▶ _Problem requirements_
In the entries below, find every line with the string "routing" and copy it.

[[ Data to examine, beginning ]]

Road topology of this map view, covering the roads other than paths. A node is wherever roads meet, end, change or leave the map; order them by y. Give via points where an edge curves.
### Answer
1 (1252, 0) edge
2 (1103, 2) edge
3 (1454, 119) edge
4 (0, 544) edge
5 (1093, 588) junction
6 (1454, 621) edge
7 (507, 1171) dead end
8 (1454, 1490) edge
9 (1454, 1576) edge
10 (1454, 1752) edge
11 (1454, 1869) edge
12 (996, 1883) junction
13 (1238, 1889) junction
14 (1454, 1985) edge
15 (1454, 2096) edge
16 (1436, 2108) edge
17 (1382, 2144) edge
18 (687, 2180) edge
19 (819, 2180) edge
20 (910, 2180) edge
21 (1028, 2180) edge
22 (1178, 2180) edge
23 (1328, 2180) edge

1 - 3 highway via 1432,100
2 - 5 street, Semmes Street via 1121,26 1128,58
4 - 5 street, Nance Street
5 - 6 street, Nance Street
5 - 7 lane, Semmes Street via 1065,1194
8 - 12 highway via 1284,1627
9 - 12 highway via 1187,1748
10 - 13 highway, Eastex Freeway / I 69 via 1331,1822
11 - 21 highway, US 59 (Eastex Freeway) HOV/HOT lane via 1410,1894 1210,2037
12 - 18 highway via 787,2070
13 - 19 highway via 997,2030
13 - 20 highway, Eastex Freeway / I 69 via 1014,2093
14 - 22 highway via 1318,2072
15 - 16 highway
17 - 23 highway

[[ Data to examine, end ]]
[[ Data to examine, beginning ]]

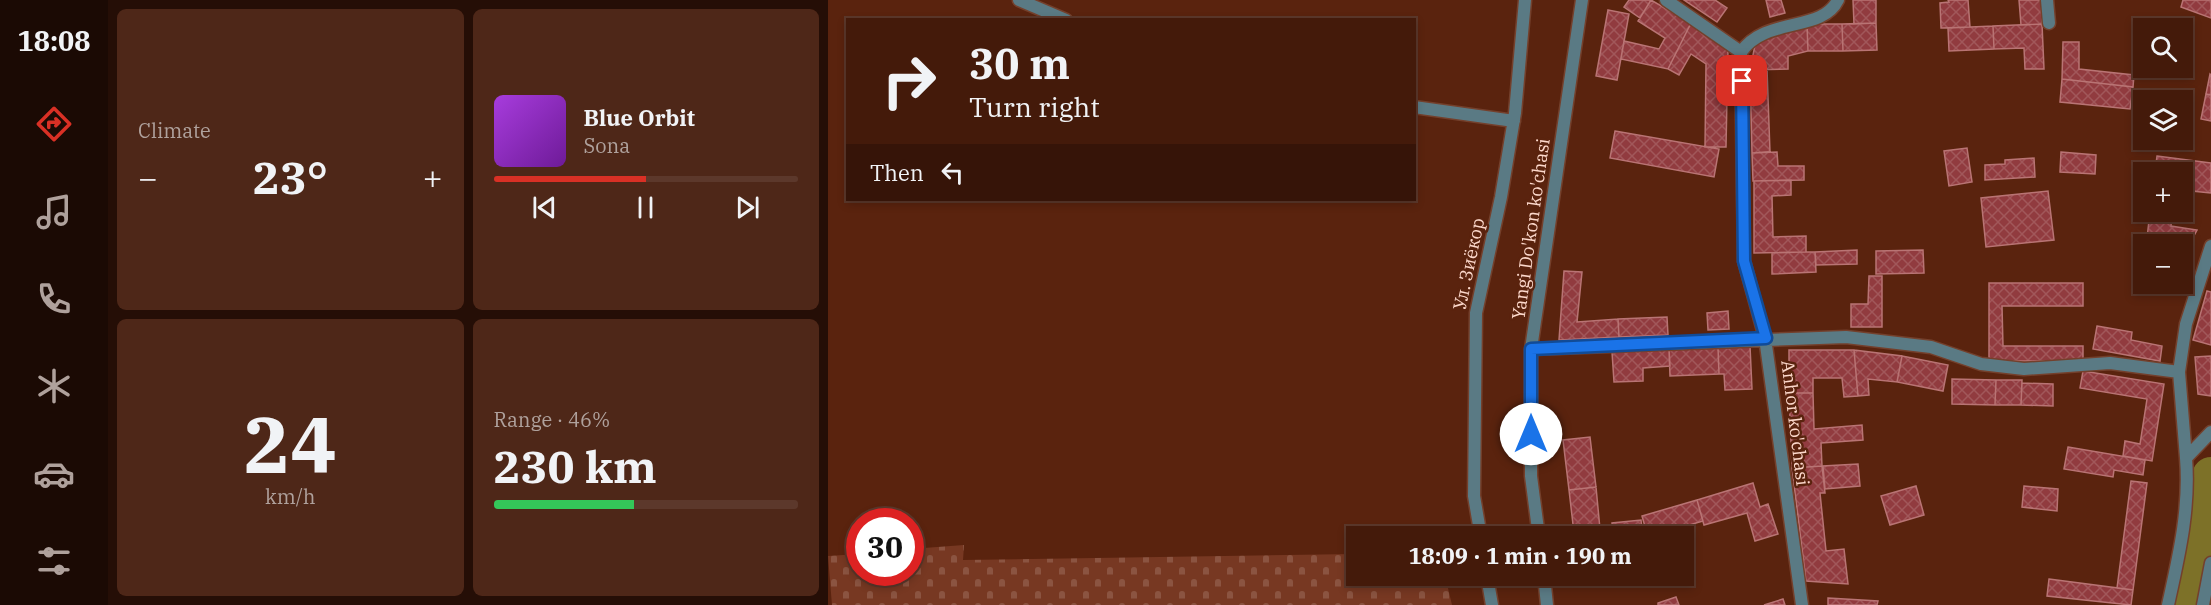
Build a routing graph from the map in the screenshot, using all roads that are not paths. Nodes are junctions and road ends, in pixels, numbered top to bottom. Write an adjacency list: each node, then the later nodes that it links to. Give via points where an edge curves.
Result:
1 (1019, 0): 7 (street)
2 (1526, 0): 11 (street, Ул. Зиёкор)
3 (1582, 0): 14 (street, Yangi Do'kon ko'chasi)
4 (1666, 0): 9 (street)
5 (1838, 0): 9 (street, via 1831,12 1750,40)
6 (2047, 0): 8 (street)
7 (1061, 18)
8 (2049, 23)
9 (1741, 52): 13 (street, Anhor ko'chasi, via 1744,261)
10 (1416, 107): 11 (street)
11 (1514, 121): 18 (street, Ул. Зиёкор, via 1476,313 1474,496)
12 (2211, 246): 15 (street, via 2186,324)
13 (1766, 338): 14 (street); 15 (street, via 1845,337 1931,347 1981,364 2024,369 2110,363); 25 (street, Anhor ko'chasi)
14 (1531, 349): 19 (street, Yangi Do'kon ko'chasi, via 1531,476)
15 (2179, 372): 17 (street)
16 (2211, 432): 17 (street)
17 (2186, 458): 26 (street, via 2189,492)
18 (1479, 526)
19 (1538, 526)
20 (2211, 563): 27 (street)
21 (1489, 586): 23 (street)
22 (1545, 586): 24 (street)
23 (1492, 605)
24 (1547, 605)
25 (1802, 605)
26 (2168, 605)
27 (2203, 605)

[[ Data to examine, end ]]
[[ Data to examine, beginning ]]

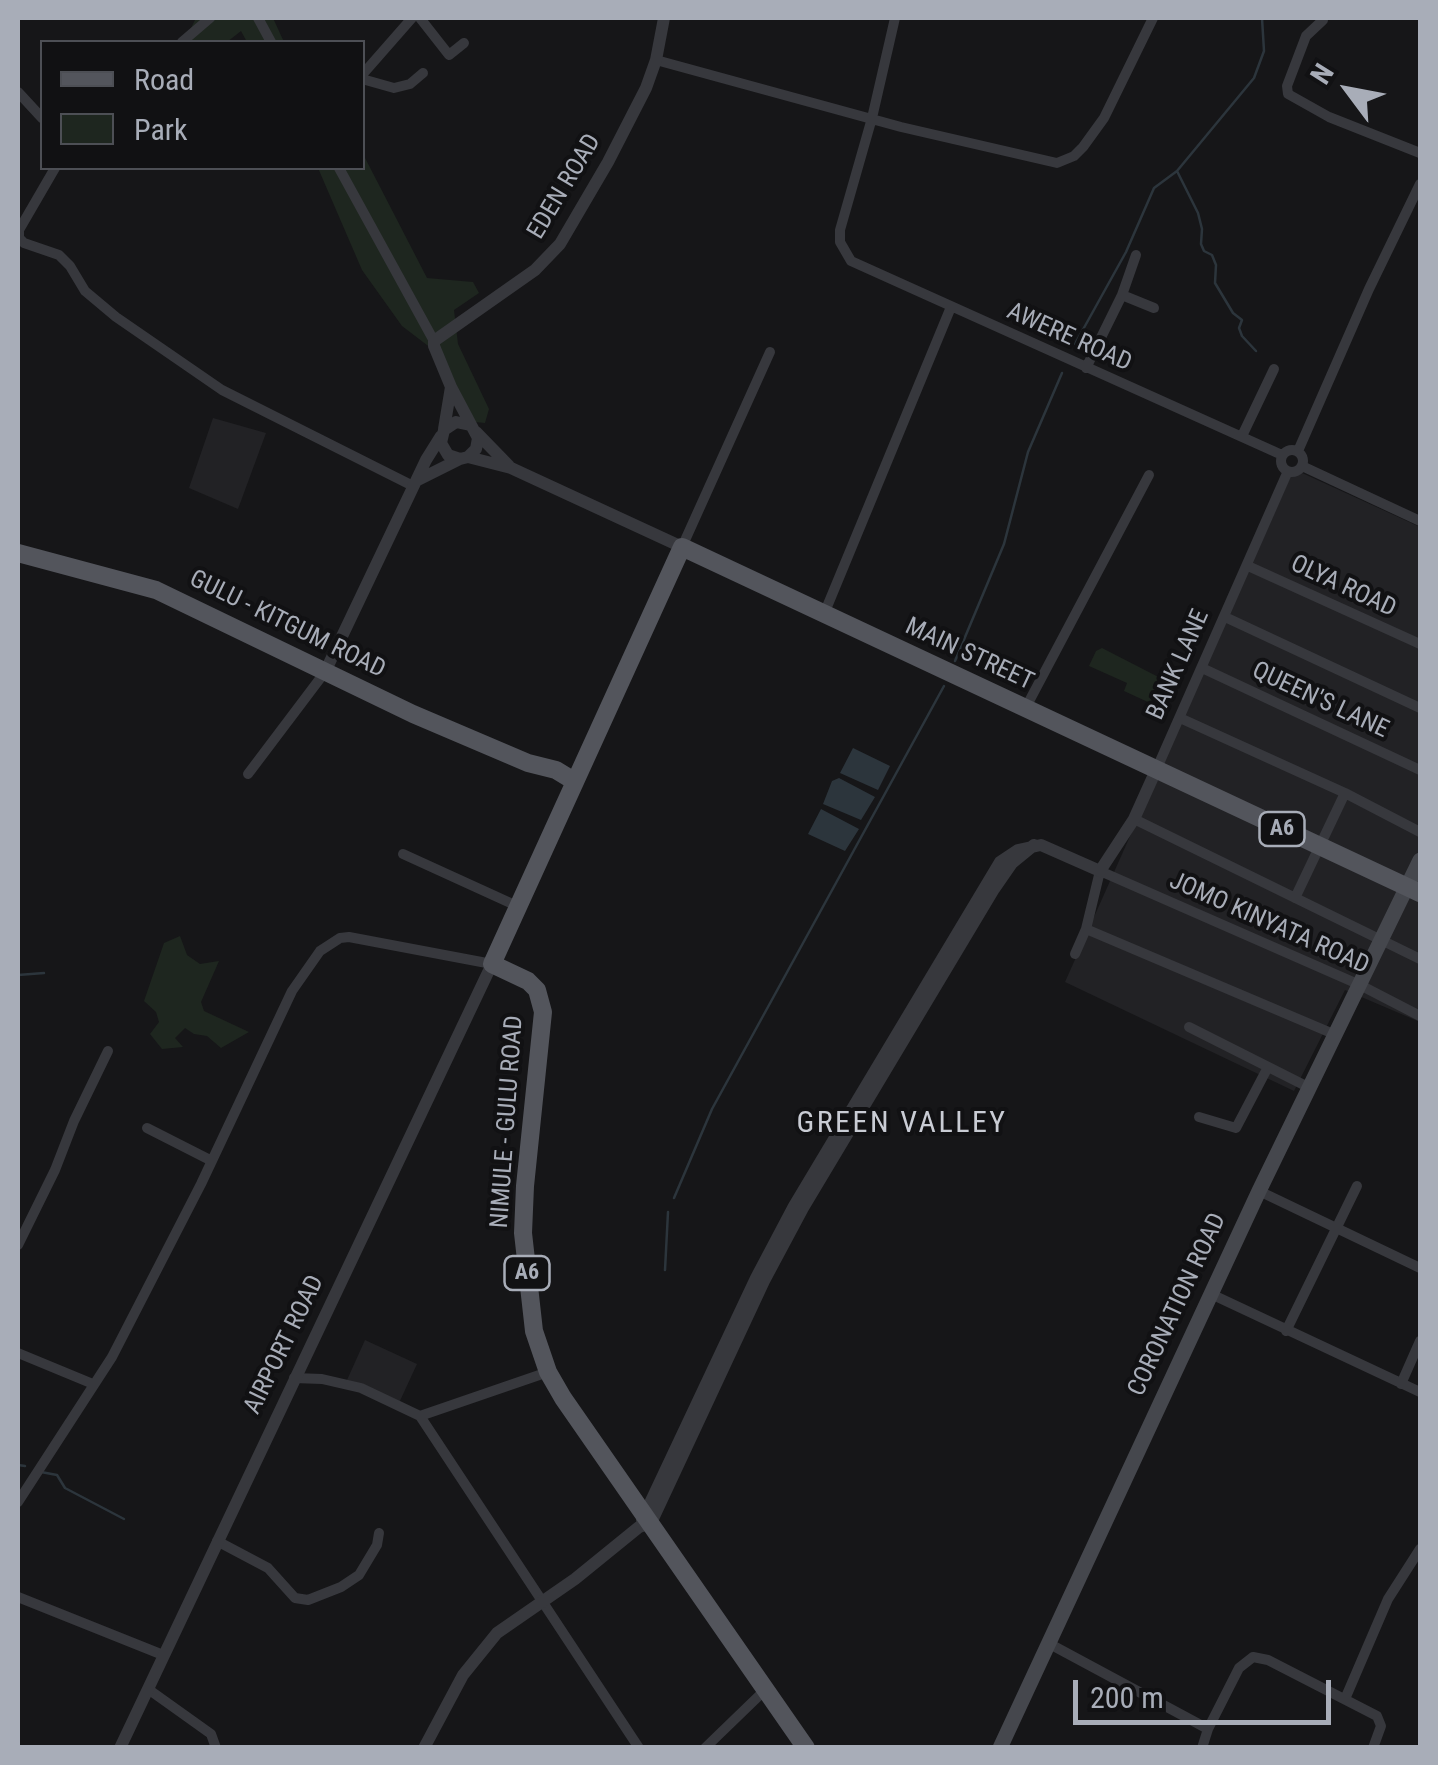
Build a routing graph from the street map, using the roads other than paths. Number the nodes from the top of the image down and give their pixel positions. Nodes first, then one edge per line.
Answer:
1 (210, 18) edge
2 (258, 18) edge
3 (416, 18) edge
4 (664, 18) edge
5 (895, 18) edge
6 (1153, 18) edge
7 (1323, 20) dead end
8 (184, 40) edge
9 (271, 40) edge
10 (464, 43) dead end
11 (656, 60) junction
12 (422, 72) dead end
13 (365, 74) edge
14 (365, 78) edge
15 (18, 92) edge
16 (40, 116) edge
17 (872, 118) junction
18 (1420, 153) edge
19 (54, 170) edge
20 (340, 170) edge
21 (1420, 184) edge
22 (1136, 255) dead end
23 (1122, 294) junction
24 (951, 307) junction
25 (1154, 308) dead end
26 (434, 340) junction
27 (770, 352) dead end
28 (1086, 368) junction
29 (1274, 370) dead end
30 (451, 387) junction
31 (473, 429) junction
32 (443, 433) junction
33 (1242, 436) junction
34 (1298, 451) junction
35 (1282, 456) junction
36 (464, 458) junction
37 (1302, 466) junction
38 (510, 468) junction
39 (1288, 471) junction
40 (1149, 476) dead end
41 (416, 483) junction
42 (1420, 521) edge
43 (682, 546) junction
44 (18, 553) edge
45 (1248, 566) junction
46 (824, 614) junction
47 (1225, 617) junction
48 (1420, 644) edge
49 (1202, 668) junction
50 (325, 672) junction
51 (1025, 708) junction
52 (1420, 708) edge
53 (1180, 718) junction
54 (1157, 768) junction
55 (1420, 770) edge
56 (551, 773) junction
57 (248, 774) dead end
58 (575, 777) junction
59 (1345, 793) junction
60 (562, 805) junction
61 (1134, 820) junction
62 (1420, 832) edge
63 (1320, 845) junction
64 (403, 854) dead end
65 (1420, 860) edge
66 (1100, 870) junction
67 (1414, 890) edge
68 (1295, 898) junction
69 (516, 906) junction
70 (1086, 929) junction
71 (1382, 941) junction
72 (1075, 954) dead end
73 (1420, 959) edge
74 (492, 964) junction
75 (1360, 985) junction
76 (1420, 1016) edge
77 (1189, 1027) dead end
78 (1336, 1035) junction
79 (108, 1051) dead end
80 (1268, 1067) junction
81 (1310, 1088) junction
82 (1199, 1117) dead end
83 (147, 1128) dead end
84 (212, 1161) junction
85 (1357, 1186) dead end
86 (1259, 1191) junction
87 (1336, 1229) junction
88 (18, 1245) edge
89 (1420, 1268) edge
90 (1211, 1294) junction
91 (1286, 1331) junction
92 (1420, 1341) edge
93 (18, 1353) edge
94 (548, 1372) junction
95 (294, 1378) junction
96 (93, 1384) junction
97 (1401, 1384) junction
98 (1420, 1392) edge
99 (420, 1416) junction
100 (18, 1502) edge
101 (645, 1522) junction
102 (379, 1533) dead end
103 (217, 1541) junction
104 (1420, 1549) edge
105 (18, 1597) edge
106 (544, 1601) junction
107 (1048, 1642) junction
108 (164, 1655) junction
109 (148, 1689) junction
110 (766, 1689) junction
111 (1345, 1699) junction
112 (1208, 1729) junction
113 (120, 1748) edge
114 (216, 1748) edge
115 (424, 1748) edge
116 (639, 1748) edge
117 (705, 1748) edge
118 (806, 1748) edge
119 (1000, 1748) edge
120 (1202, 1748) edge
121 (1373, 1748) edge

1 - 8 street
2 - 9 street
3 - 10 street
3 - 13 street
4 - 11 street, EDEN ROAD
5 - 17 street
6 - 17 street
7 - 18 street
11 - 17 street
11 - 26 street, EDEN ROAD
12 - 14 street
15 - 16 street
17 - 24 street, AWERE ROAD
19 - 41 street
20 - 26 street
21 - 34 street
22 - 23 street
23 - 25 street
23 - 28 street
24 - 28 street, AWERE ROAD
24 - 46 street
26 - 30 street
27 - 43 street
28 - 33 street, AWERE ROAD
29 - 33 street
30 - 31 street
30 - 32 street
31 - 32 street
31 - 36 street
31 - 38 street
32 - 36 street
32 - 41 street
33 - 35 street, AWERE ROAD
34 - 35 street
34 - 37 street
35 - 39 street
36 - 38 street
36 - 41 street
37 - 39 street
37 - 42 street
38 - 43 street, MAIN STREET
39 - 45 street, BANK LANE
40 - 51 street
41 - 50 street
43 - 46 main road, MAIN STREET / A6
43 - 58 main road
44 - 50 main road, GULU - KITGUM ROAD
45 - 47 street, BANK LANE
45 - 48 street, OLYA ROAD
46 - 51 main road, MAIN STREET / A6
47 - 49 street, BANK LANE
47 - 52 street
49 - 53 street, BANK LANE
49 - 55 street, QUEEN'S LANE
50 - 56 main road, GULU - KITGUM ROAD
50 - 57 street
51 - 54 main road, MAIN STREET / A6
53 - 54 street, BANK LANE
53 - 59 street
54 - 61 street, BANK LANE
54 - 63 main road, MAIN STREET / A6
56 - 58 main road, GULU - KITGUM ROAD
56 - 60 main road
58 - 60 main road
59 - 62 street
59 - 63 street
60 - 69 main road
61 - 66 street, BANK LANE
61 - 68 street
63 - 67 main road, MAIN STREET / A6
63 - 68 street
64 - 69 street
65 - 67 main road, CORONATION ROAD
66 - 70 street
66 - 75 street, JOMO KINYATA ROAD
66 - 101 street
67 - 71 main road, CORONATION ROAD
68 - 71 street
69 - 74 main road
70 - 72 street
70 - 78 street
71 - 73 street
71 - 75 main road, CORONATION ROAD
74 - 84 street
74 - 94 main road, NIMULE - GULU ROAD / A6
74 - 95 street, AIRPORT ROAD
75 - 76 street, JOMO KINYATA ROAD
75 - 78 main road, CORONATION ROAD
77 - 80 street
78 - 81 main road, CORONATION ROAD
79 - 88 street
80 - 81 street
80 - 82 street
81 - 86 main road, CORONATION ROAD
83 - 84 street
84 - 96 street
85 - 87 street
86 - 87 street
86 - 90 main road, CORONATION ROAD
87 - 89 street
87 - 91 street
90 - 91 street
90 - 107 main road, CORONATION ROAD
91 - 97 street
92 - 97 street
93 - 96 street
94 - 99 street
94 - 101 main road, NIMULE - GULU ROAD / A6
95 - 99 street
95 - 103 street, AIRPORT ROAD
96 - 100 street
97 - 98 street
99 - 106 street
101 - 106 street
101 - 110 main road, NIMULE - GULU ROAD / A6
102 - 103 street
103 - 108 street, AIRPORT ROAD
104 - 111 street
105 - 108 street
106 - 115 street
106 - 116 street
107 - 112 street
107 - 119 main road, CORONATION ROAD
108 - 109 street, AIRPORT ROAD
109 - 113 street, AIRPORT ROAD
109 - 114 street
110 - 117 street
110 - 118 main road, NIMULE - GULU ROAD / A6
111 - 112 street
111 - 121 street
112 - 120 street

[[ Data to examine, end ]]

▶ _Answer to the problem_
Build a routing graph from the map in the screenshot, using all roads that are not paths. Nodes are junctions and road ends, in pixels, numbered top to bottom. Write an adjacency list: each node, then the later nodes that it links to. Give via points where an edge curves.
Build a routing graph from the street map, using the roads other than paths. Number the nodes from the top of the image down and give their pixel positions. Nodes first, then one edge per line.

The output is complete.